* [Problem details] Pictures do not belong in the copy; restate the records below word for word.

____

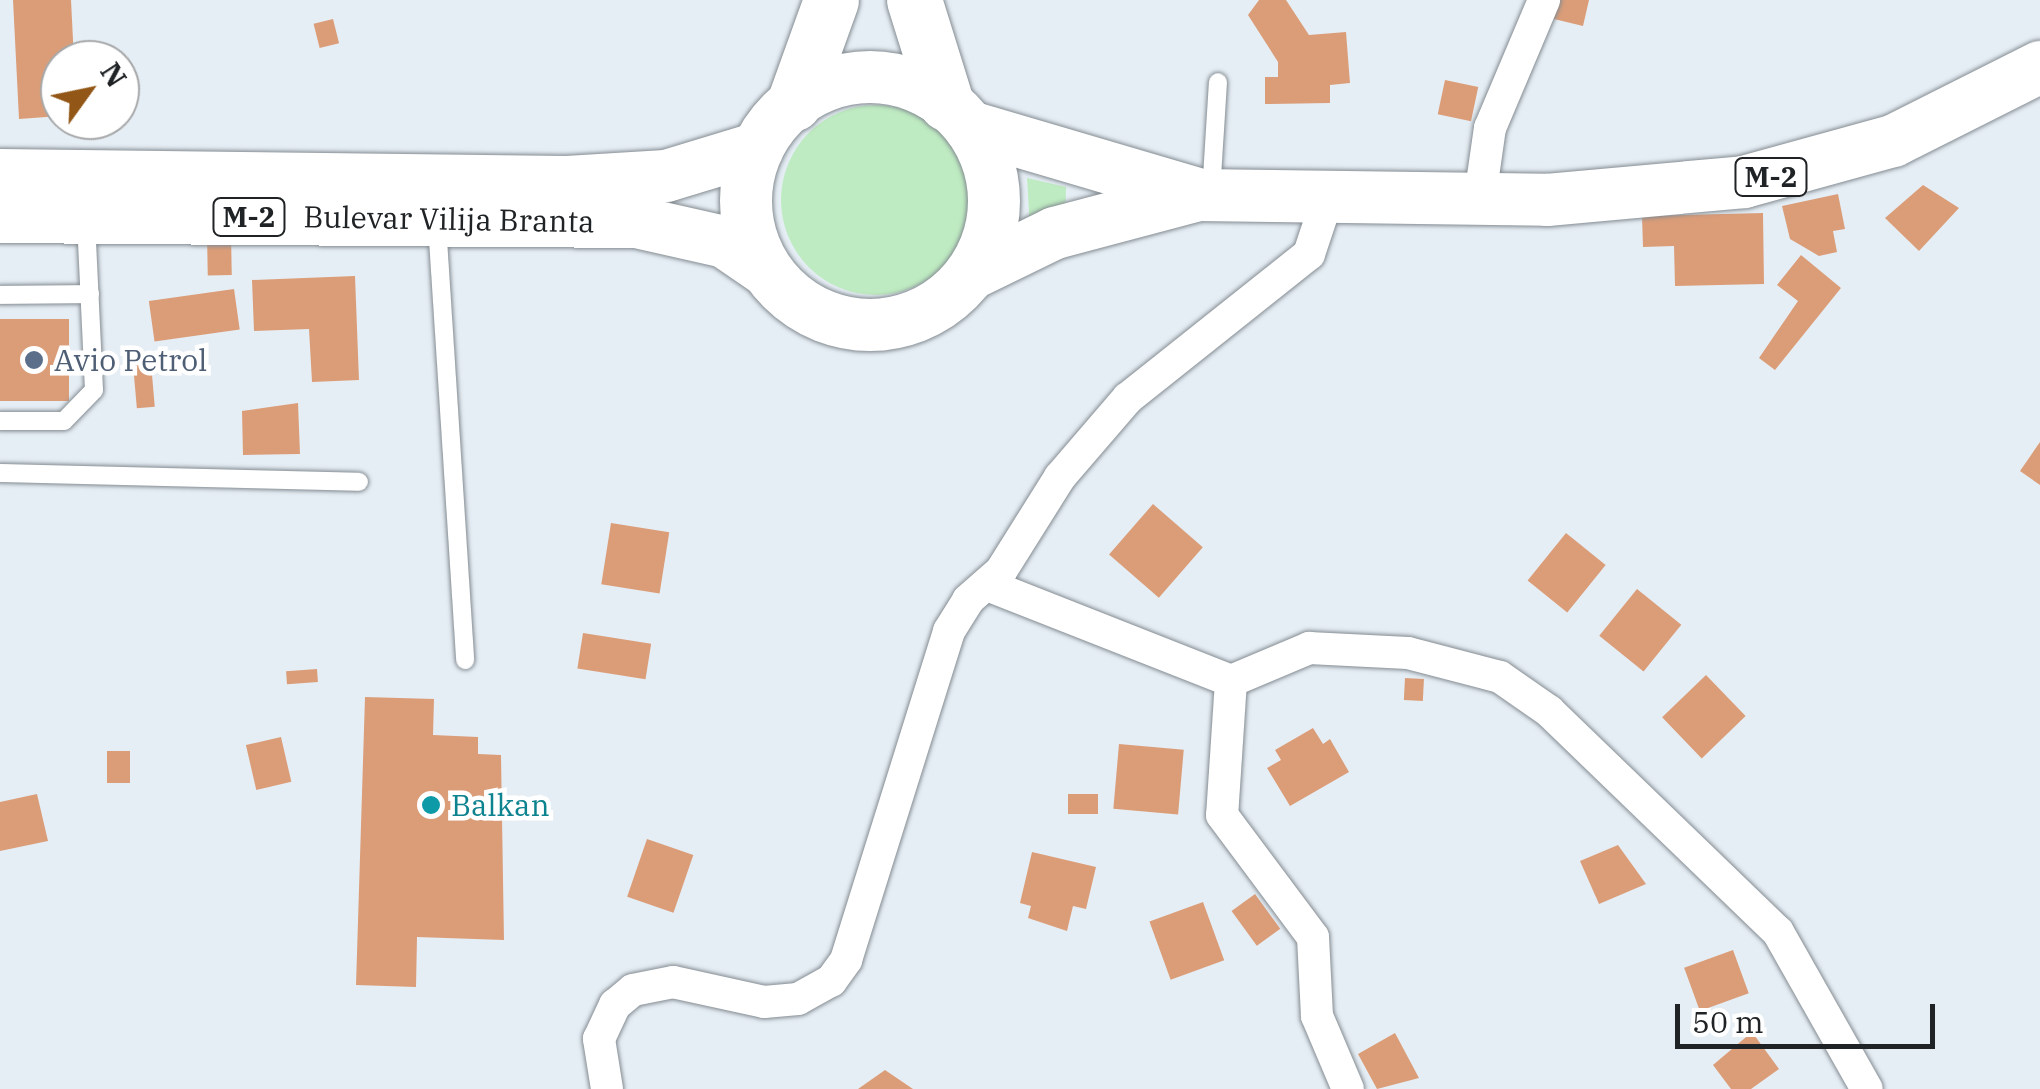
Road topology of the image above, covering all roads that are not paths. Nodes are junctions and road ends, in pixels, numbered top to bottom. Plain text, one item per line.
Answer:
1 (831, 0) edge
2 (914, 0) edge
3 (1544, 0) edge
4 (2040, 67) edge
5 (1218, 82) dead end
6 (794, 103) junction
7 (958, 115) junction
8 (758, 148) junction
9 (0, 175) edge
10 (1205, 194) junction
11 (1328, 196) junction
12 (1480, 197) junction
13 (0, 216) edge
14 (86, 217) junction
15 (437, 219) junction
16 (767, 270) junction
17 (971, 274) junction
18 (90, 294) junction
19 (0, 295) edge
20 (0, 420) edge
21 (0, 474) edge
22 (359, 482) dead end
23 (990, 586) junction
24 (465, 660) dead end
25 (1231, 682) junction
26 (607, 1089) edge
27 (1348, 1089) edge
28 (1867, 1089) edge

1 - 6 highway
2 - 7 highway
3 - 12 street
4 - 12 main road, M-2
5 - 10 lane
6 - 7 main road, M-2
6 - 8 main road, M-2
7 - 10 main road, M-2
7 - 17 main road, M-2
8 - 9 main road, Bulevar Vilija Branta / M-2
8 - 16 main road, M-2
10 - 11 main road, M-2
10 - 17 main road, M-2
11 - 12 main road, M-2
11 - 23 street
13 - 14 main road, Bulevar Vilija Branta / M-2
14 - 15 main road, Bulevar Vilija Branta / M-2
14 - 18 lane
15 - 16 main road, Bulevar Vilija Branta / M-2
15 - 24 lane
16 - 17 main road, M-2
18 - 19 lane
18 - 20 lane
21 - 22 lane
23 - 25 street
23 - 26 street
25 - 27 street
25 - 28 street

____

* [Exercise answer]
Road topology of the image above, covering all roads that are not paths. Nodes are junctions and road ends, in pixels, numbered top to bottom. Plain text, one item per line.
Answer:
1 (831, 0) edge
2 (914, 0) edge
3 (1544, 0) edge
4 (2040, 67) edge
5 (1218, 82) dead end
6 (794, 103) junction
7 (958, 115) junction
8 (758, 148) junction
9 (0, 175) edge
10 (1205, 194) junction
11 (1328, 196) junction
12 (1480, 197) junction
13 (0, 216) edge
14 (86, 217) junction
15 (437, 219) junction
16 (767, 270) junction
17 (971, 274) junction
18 (90, 294) junction
19 (0, 295) edge
20 (0, 420) edge
21 (0, 474) edge
22 (359, 482) dead end
23 (990, 586) junction
24 (465, 660) dead end
25 (1231, 682) junction
26 (607, 1089) edge
27 (1348, 1089) edge
28 (1867, 1089) edge

1 - 6 highway
2 - 7 highway
3 - 12 street
4 - 12 main road, M-2
5 - 10 lane
6 - 7 main road, M-2
6 - 8 main road, M-2
7 - 10 main road, M-2
7 - 17 main road, M-2
8 - 9 main road, Bulevar Vilija Branta / M-2
8 - 16 main road, M-2
10 - 11 main road, M-2
10 - 17 main road, M-2
11 - 12 main road, M-2
11 - 23 street
13 - 14 main road, Bulevar Vilija Branta / M-2
14 - 15 main road, Bulevar Vilija Branta / M-2
14 - 18 lane
15 - 16 main road, Bulevar Vilija Branta / M-2
15 - 24 lane
16 - 17 main road, M-2
18 - 19 lane
18 - 20 lane
21 - 22 lane
23 - 25 street
23 - 26 street
25 - 27 street
25 - 28 street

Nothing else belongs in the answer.